WORK REQUEST:
Keep the pictures out, please, and set down every record exactly.

SUPPLIED DATA:
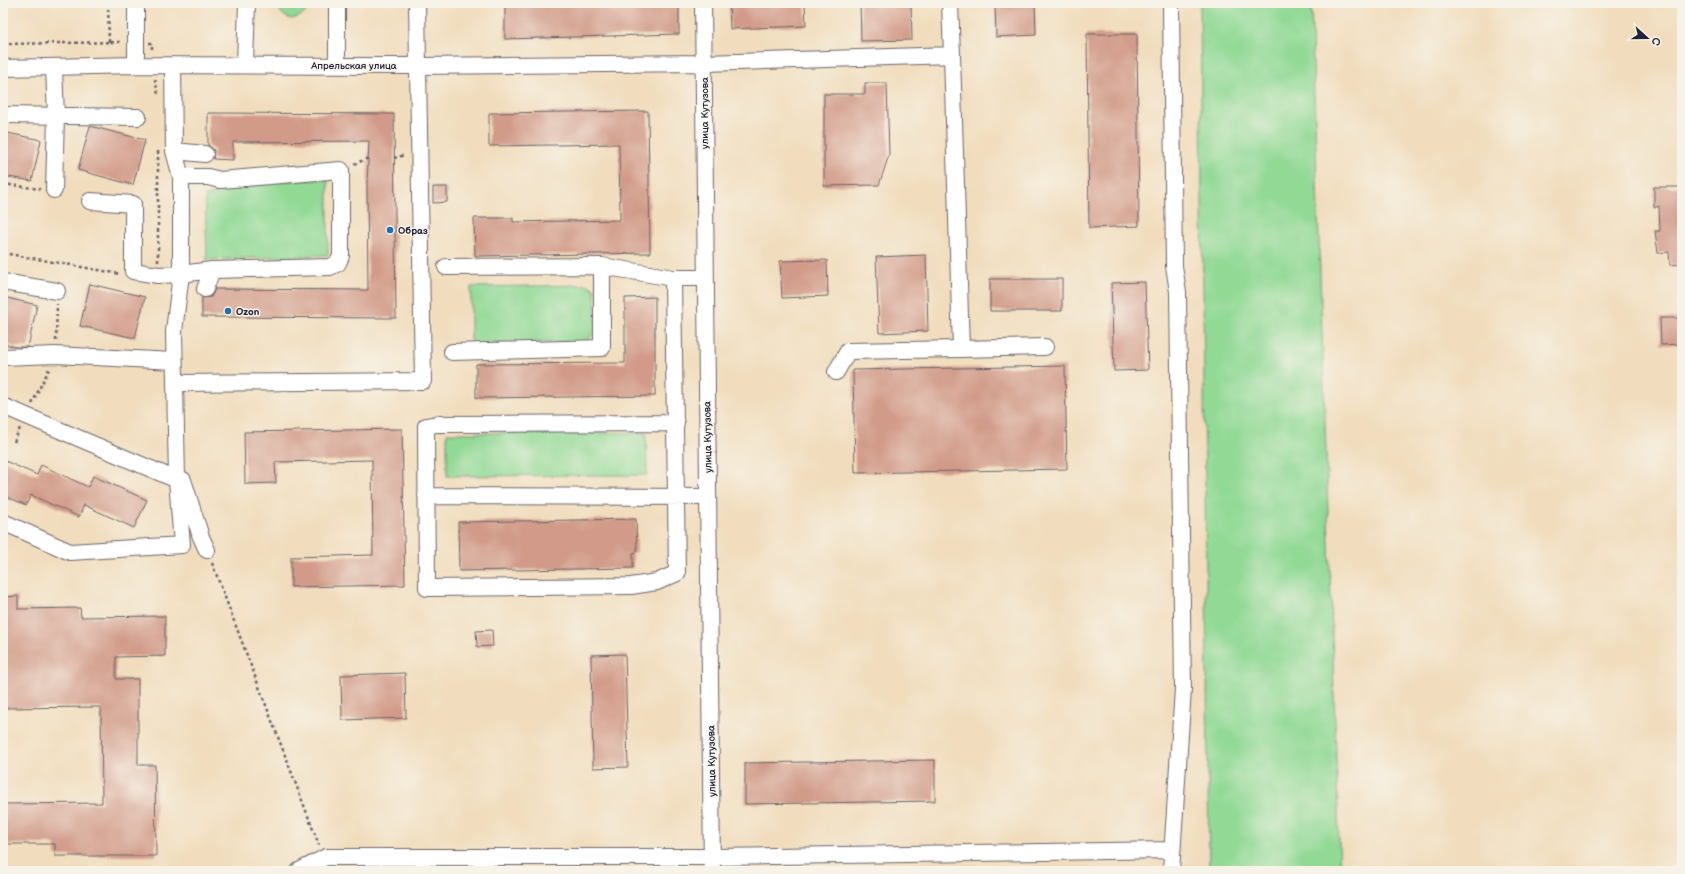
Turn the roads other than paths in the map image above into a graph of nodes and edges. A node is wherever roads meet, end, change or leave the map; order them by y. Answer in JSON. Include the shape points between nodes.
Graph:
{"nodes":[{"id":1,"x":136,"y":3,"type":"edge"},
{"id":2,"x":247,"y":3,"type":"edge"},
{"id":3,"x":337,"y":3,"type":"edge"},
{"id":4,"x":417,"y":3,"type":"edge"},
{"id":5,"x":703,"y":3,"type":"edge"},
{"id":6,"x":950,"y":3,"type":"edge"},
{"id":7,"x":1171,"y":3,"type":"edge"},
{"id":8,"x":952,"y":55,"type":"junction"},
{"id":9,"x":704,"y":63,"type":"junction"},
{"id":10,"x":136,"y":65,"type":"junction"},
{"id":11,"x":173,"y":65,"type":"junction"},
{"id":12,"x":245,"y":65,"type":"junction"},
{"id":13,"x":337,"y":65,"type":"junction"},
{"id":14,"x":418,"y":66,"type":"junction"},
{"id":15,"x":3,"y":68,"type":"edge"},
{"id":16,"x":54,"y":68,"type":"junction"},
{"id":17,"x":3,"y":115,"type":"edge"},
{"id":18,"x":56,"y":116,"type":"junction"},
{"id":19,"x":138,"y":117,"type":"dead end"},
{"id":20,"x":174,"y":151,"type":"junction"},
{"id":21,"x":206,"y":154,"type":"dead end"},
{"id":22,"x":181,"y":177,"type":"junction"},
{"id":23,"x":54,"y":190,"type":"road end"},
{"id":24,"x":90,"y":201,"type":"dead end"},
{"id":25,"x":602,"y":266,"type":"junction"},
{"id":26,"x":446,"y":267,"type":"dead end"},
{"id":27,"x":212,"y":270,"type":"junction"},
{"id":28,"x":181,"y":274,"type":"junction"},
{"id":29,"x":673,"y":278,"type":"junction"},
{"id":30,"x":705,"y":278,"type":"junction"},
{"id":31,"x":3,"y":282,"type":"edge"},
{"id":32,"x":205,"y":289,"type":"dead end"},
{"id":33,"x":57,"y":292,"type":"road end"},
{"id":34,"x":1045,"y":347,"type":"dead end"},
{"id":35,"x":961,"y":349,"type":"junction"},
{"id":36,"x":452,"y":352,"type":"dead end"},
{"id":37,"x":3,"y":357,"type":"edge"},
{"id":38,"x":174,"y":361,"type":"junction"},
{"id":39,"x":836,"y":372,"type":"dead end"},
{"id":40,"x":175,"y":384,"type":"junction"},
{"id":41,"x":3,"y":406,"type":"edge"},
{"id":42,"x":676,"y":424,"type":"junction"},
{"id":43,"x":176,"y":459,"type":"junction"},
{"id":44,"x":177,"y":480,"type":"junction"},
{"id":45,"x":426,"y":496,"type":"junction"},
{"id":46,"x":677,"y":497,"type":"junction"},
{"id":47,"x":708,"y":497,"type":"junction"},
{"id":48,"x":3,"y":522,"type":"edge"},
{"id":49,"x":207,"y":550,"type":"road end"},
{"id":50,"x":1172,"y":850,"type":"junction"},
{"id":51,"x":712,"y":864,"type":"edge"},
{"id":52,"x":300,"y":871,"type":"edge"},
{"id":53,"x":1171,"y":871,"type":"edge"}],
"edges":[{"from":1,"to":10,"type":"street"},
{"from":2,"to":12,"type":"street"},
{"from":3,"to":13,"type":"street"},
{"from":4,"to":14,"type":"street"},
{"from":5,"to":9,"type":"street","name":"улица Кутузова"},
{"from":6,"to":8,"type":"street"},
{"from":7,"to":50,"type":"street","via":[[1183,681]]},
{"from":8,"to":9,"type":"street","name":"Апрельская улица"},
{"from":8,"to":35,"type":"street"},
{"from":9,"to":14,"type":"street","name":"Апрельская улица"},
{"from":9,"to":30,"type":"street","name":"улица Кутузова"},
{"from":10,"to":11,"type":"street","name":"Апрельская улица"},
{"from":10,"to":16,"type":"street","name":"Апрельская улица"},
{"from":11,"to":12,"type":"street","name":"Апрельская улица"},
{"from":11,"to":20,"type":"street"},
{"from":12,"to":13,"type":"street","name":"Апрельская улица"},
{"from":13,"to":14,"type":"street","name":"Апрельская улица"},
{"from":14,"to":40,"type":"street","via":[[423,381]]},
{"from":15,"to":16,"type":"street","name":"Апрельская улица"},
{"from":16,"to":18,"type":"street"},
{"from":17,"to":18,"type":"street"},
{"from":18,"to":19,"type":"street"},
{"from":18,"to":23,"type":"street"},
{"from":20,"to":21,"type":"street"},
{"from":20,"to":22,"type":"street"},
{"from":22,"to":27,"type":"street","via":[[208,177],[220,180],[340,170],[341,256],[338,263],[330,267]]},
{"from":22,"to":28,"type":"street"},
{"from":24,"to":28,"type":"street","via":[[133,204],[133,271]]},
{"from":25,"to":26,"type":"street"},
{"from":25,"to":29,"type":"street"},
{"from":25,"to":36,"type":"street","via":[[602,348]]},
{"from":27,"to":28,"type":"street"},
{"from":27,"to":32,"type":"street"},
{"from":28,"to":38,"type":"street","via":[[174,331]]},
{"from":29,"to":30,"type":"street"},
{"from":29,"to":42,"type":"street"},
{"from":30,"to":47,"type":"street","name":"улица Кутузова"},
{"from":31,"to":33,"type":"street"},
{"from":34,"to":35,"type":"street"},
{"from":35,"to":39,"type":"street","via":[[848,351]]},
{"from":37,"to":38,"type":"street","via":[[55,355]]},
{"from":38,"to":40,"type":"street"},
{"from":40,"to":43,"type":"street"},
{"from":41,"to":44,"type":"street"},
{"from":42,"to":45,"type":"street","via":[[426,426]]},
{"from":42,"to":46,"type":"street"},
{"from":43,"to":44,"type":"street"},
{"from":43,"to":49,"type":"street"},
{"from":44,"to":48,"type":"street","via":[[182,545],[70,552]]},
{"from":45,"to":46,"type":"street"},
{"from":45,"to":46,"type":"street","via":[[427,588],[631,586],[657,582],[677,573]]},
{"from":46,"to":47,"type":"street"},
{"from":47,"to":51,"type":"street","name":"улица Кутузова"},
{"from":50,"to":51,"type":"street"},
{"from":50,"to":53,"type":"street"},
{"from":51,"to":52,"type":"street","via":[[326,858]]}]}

ANSWER TO THE PROBLEM:
Turn the roads other than paths in the map image above into a graph of nodes and edges. A node is wherever roads meet, end, change or leave the map; order them by y. Answer in JSON. Include the shape points between nodes.
Graph:
{"nodes":[{"id":1,"x":136,"y":3,"type":"edge"},
{"id":2,"x":247,"y":3,"type":"edge"},
{"id":3,"x":337,"y":3,"type":"edge"},
{"id":4,"x":417,"y":3,"type":"edge"},
{"id":5,"x":703,"y":3,"type":"edge"},
{"id":6,"x":950,"y":3,"type":"edge"},
{"id":7,"x":1171,"y":3,"type":"edge"},
{"id":8,"x":952,"y":55,"type":"junction"},
{"id":9,"x":704,"y":63,"type":"junction"},
{"id":10,"x":136,"y":65,"type":"junction"},
{"id":11,"x":173,"y":65,"type":"junction"},
{"id":12,"x":245,"y":65,"type":"junction"},
{"id":13,"x":337,"y":65,"type":"junction"},
{"id":14,"x":418,"y":66,"type":"junction"},
{"id":15,"x":3,"y":68,"type":"edge"},
{"id":16,"x":54,"y":68,"type":"junction"},
{"id":17,"x":3,"y":115,"type":"edge"},
{"id":18,"x":56,"y":116,"type":"junction"},
{"id":19,"x":138,"y":117,"type":"dead end"},
{"id":20,"x":174,"y":151,"type":"junction"},
{"id":21,"x":206,"y":154,"type":"dead end"},
{"id":22,"x":181,"y":177,"type":"junction"},
{"id":23,"x":54,"y":190,"type":"road end"},
{"id":24,"x":90,"y":201,"type":"dead end"},
{"id":25,"x":602,"y":266,"type":"junction"},
{"id":26,"x":446,"y":267,"type":"dead end"},
{"id":27,"x":212,"y":270,"type":"junction"},
{"id":28,"x":181,"y":274,"type":"junction"},
{"id":29,"x":673,"y":278,"type":"junction"},
{"id":30,"x":705,"y":278,"type":"junction"},
{"id":31,"x":3,"y":282,"type":"edge"},
{"id":32,"x":205,"y":289,"type":"dead end"},
{"id":33,"x":57,"y":292,"type":"road end"},
{"id":34,"x":1045,"y":347,"type":"dead end"},
{"id":35,"x":961,"y":349,"type":"junction"},
{"id":36,"x":452,"y":352,"type":"dead end"},
{"id":37,"x":3,"y":357,"type":"edge"},
{"id":38,"x":174,"y":361,"type":"junction"},
{"id":39,"x":836,"y":372,"type":"dead end"},
{"id":40,"x":175,"y":384,"type":"junction"},
{"id":41,"x":3,"y":406,"type":"edge"},
{"id":42,"x":676,"y":424,"type":"junction"},
{"id":43,"x":176,"y":459,"type":"junction"},
{"id":44,"x":177,"y":480,"type":"junction"},
{"id":45,"x":426,"y":496,"type":"junction"},
{"id":46,"x":677,"y":497,"type":"junction"},
{"id":47,"x":708,"y":497,"type":"junction"},
{"id":48,"x":3,"y":522,"type":"edge"},
{"id":49,"x":207,"y":550,"type":"road end"},
{"id":50,"x":1172,"y":850,"type":"junction"},
{"id":51,"x":712,"y":864,"type":"edge"},
{"id":52,"x":300,"y":871,"type":"edge"},
{"id":53,"x":1171,"y":871,"type":"edge"}],
"edges":[{"from":1,"to":10,"type":"street"},
{"from":2,"to":12,"type":"street"},
{"from":3,"to":13,"type":"street"},
{"from":4,"to":14,"type":"street"},
{"from":5,"to":9,"type":"street","name":"улица Кутузова"},
{"from":6,"to":8,"type":"street"},
{"from":7,"to":50,"type":"street","via":[[1183,681]]},
{"from":8,"to":9,"type":"street","name":"Апрельская улица"},
{"from":8,"to":35,"type":"street"},
{"from":9,"to":14,"type":"street","name":"Апрельская улица"},
{"from":9,"to":30,"type":"street","name":"улица Кутузова"},
{"from":10,"to":11,"type":"street","name":"Апрельская улица"},
{"from":10,"to":16,"type":"street","name":"Апрельская улица"},
{"from":11,"to":12,"type":"street","name":"Апрельская улица"},
{"from":11,"to":20,"type":"street"},
{"from":12,"to":13,"type":"street","name":"Апрельская улица"},
{"from":13,"to":14,"type":"street","name":"Апрельская улица"},
{"from":14,"to":40,"type":"street","via":[[423,381]]},
{"from":15,"to":16,"type":"street","name":"Апрельская улица"},
{"from":16,"to":18,"type":"street"},
{"from":17,"to":18,"type":"street"},
{"from":18,"to":19,"type":"street"},
{"from":18,"to":23,"type":"street"},
{"from":20,"to":21,"type":"street"},
{"from":20,"to":22,"type":"street"},
{"from":22,"to":27,"type":"street","via":[[208,177],[220,180],[340,170],[341,256],[338,263],[330,267]]},
{"from":22,"to":28,"type":"street"},
{"from":24,"to":28,"type":"street","via":[[133,204],[133,271]]},
{"from":25,"to":26,"type":"street"},
{"from":25,"to":29,"type":"street"},
{"from":25,"to":36,"type":"street","via":[[602,348]]},
{"from":27,"to":28,"type":"street"},
{"from":27,"to":32,"type":"street"},
{"from":28,"to":38,"type":"street","via":[[174,331]]},
{"from":29,"to":30,"type":"street"},
{"from":29,"to":42,"type":"street"},
{"from":30,"to":47,"type":"street","name":"улица Кутузова"},
{"from":31,"to":33,"type":"street"},
{"from":34,"to":35,"type":"street"},
{"from":35,"to":39,"type":"street","via":[[848,351]]},
{"from":37,"to":38,"type":"street","via":[[55,355]]},
{"from":38,"to":40,"type":"street"},
{"from":40,"to":43,"type":"street"},
{"from":41,"to":44,"type":"street"},
{"from":42,"to":45,"type":"street","via":[[426,426]]},
{"from":42,"to":46,"type":"street"},
{"from":43,"to":44,"type":"street"},
{"from":43,"to":49,"type":"street"},
{"from":44,"to":48,"type":"street","via":[[182,545],[70,552]]},
{"from":45,"to":46,"type":"street"},
{"from":45,"to":46,"type":"street","via":[[427,588],[631,586],[657,582],[677,573]]},
{"from":46,"to":47,"type":"street"},
{"from":47,"to":51,"type":"street","name":"улица Кутузова"},
{"from":50,"to":51,"type":"street"},
{"from":50,"to":53,"type":"street"},
{"from":51,"to":52,"type":"street","via":[[326,858]]}]}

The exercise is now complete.